Two very interesting posts and discussions from Naked Capitalism. Commenting on Jeremy Grantham’s FT interview about bubbles:
“Bubbles are important for the country because there is nothing more dangerous and damaging to an economy than a great asset bubble that breaks. And this is something the Fed never seems to get. … We looked back as far as we could, [of the 34 bubbles we found over the years], 32 have moved all the way back down to the trend line that existed prior to the bubble forming. There were no exceptions. The two that are outstanding, the UK and Australian housing bubbles, form a unique and interesting subset caused by, I believe, floating rate mortgages.
My informal working definition for a bubble is a price rise that is at least two standard deviations above trend. My assumption is that prices never follow a random walk. Rather prices are influenced little enough by past price movements below two standard deviations that a Gaussian bell curve is a good approximation of price data.”
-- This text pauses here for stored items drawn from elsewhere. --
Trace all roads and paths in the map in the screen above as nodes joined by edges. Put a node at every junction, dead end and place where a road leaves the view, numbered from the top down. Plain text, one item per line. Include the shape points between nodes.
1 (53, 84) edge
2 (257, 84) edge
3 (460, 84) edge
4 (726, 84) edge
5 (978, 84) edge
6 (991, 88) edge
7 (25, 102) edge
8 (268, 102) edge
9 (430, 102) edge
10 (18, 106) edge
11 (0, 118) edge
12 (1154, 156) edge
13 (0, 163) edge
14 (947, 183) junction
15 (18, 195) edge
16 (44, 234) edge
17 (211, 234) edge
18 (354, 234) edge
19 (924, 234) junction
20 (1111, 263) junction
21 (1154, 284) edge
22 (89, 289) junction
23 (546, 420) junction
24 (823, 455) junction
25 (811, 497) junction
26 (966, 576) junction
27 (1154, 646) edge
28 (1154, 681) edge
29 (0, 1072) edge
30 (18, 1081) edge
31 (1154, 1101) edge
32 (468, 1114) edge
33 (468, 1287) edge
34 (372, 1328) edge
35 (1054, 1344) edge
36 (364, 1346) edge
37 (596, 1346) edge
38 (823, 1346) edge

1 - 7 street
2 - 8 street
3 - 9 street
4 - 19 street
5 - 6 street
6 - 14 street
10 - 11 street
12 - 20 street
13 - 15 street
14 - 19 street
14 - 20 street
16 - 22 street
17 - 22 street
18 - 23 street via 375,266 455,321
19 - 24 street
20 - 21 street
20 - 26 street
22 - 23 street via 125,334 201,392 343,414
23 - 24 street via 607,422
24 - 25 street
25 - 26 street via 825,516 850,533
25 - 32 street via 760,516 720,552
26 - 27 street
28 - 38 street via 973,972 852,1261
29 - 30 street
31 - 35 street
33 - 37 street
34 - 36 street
Richard Kline adds in the discussion,
“the 2 standard deviation measure is a good heuristic. Once can look at many trend deflections and readily spot the troubled ones: it _is_ that simple. This is why some of us saw that tech stocks a dozen years back or housing five years back were seriously in bubble territory. And why Alan Greenspan’s comments that ‘who could tell if one was underway’ were risible at the time. Bubble’s aren’t subtle things, they are jarring divergences.” (1)
and this week:
“A correspondent e-mailed me about his belief that credit market valuations are more than a big dubious. For instance, subordinated tranches of commercial real estate bonds, which at the lows of last year were trading at 30 cents on the dollar are now at 90 cents. He thinks (and this is a space he knows) that a lot of it will go to 5 cents on the dollar.
This is an extreme example of liquidity-charged valuations versus projected future fundamentals, aka the greater fool school of investing” (2)
Tim Kastelle recently noted
“Bubbles are useful precisely because we can’t pick the winners in advance. The issue that Umair might take with this is that growth isn’t by definition good. I agree with this, so in as far as bubbles drive growth, then they aren’t necessarily good. But I don’t think that they are by definition bad either. Our challenge is to figure out how to drive investment in creating things that have genuine sustainable value.” (3)
Its a big challenge and we are not equipped with suitable technologies to assist us in the decision making for it. I’m not going to comment on the economic calculations of these (all of the discussion that I have found useful since September 2008 looks at valuation and risk and what we can predict and what we can’t – a must-read post and discussion on Value at Risk, at the time from Naked Capitalism ), but the visualization. Having explored financial visualization a while ago – summary, use of text – as humans we are amazing – we have adapted technologies to improve our communication with each other.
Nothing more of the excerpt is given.